The formal "win" is to force the bad people who defy the nature order of the universe according to Allah into a proper state of Submission. Think of jihadis as Submissionist terrorists. In the religion of Submission, lessers must submit to their superiors. Women to men; children to parents; Jews and Christians to the Submitted; and the Submitted Ones to Allah. Notice that Submission is a religion of peace--if everybody submits as ordained, then there is no war. We find liberty in Submission.
'Aslama is "to submit."
'Islam is "submission"
Muslim is a "submitted (one).
Remember, the root meaning of "pacification"--as in the pacification program in Vietnam--is "peace," Latin pax.

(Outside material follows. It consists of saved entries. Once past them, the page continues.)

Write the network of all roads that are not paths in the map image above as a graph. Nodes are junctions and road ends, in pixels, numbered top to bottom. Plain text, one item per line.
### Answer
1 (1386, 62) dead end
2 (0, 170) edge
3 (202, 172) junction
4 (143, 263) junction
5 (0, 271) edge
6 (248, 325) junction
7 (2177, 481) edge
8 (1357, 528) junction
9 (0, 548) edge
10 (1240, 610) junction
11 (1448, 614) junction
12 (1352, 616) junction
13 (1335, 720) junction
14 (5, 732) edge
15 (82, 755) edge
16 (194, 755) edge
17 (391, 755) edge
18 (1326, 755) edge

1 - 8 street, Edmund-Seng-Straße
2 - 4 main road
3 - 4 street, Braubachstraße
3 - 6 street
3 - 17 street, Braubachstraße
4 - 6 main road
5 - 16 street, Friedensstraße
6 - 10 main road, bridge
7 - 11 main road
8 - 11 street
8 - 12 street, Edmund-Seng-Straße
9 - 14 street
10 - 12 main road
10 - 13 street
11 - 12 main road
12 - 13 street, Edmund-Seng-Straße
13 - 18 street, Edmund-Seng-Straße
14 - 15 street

The RW accepts this interpretation.
I'd add that being superior and not acknowledged or treated as superior is humiliating. The affected cultures are big into avenging humiliation and regaining face.
The LW interpretation is that they just want to be treated as equals and religion isn't a serious value. The true point in this is that if you're treated as less than whose who you believe to be inferior it's deeply humiliating. For many, dignity isn't what you have but what you're given or take from others. The way to redeeming humiliation and granting such people dignity is to treat people equally. For many of the Submitted, esp. those not in their own World of Submission, that's sufficient. Not necessarily a great thing, but adequate--getting your due is not cause for gratitude, but does keep the resentment to a minimum. It's a risky game, though, since you need to know what they think of as respect, and in a multicultural society I don't get to define what I need to do to others for them to have respect. I need to outsource my thinking and motivation to others and properly be told what to do, in other words, I'm at the mercy of what others say is the minimum. (Yes, that's intolerable. Yes, that's a guiding principle of a lot of 21st century rhetoric.) For others, "equality" is still not adequate, but at least it sucks the oxygen out of much of their humiliation-based public rhetoric.
Ultimately what you need to do is to get people to stop thinking of things in terms of personal humiliation and see beyond their own skin. If everything that affects a person is taken as personal--you don't get that job, it's personal; the hot water heater breaks, it's personal; you drop out of school and can't get a good job, it's personal; you don't see yourself represented as you think you should be, you don't see your group represented in the numbers that please you, it's personal. The external dignity or humiliation route a great way of conducting a society where everybody's suspicious of each other because it gives everybody a scorecard for who to battle and how to battle to preserve your own rights and status, but it's not good for a democracy in which domination isn't the goal but the goal is the common good and cooperation. The only way to get a lot of suspicious, antagonistic people to work together is to have them submit to a higher authority that keeps them all in check, that is, takes their scorecards away or makes them meaningless. That can be government, it can be religion. It can be a Cause. But still, Submission is the name of the game, whether we use an Arabic word or a Latinate word.
But in such a society, it's common to say, "a pox on both their houses." You don't get people saying the equivalent of "a pax on both their houses."